Create duplicates of row based column values

February 14, 2023

I’m trying to build a histogram of some data in polars. As part of my histogram code, I need to duplicate some rows. I’ve got a column of values, where each row also has a weight that says how many times the row should be added to the histogram.

How can I duplicate my value rows according to the weight column?
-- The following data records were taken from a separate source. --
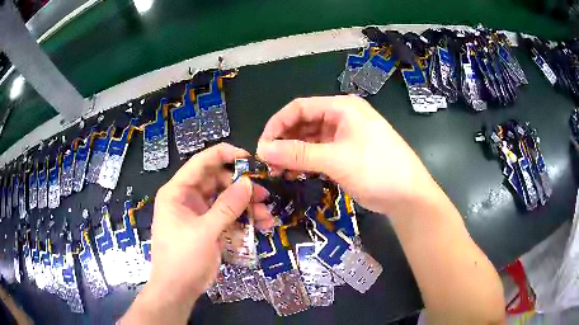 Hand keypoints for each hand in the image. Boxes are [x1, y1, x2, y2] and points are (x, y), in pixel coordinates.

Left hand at [121, 143, 268, 323]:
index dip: (224, 155)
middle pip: (217, 182)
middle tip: (264, 194)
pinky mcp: (208, 228)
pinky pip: (227, 218)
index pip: (201, 162)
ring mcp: (198, 214)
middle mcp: (187, 198)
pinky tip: (259, 227)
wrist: (177, 291)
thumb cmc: (182, 259)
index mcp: (177, 191)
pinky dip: (242, 221)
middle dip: (241, 187)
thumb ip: (227, 207)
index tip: (249, 158)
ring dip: (246, 206)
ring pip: (225, 201)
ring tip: (266, 216)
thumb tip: (248, 183)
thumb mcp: (205, 232)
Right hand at [257, 95, 438, 216]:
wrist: (408, 195)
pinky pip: (319, 152)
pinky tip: (294, 173)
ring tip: (278, 170)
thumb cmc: (377, 169)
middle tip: (269, 163)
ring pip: (310, 139)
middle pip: (304, 122)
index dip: (277, 124)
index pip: (300, 107)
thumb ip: (298, 154)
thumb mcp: (336, 160)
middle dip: (284, 140)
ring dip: (293, 153)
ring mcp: (345, 136)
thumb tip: (262, 150)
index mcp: (342, 107)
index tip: (262, 146)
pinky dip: (306, 161)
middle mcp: (342, 117)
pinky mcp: (346, 153)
Here is some example data, with a target series:

import polars as pl

df = pl.DataFrame({"value":[1,2,3], "weight":[2, 2, 1]})

print(df)
# shape: (3, 2)
# ┌───────┬────────┐
# │ value ┆ weight │
# │ ---   ┆ ---    │
# │ i64   ┆ i64    │
# ╞═══════╪════════╡
# │ 1     ┆ 2      │
# │ 2     ┆ 2      │
# │ 3     ┆ 1      │
# └───────┴────────┘

s_target = pl.Series(name="value", values=[1,1,2,2,3])
print(s_target)
# shape: (5,)
# Series: 'value' [i64]
# [
#   1
#   1
#   2
#   2
#   3
# ]

>Solution :

How about

(
    df.with_columns(
        pl.col("value").repeat_by(pl.col("weight"))
    )
    .select(pl.col("value").arr.explode())
)

In [11]: df.with_columns(pl.col('value').repeat_by(pl.col('weight'))).select(pl.col('value').arr.explode())
Out[11]:
shape: (5, 1)
┌───────┐
│ value │
│ ---   │
│ i64   │
╞═══════╡
│ 1     │
│ 1     │
│ 2     │
│ 2     │
│ 3     │
└───────┘

I didn’t know you could do this so easily, I only learned about it while writing the answer. Polars is so nice 🙂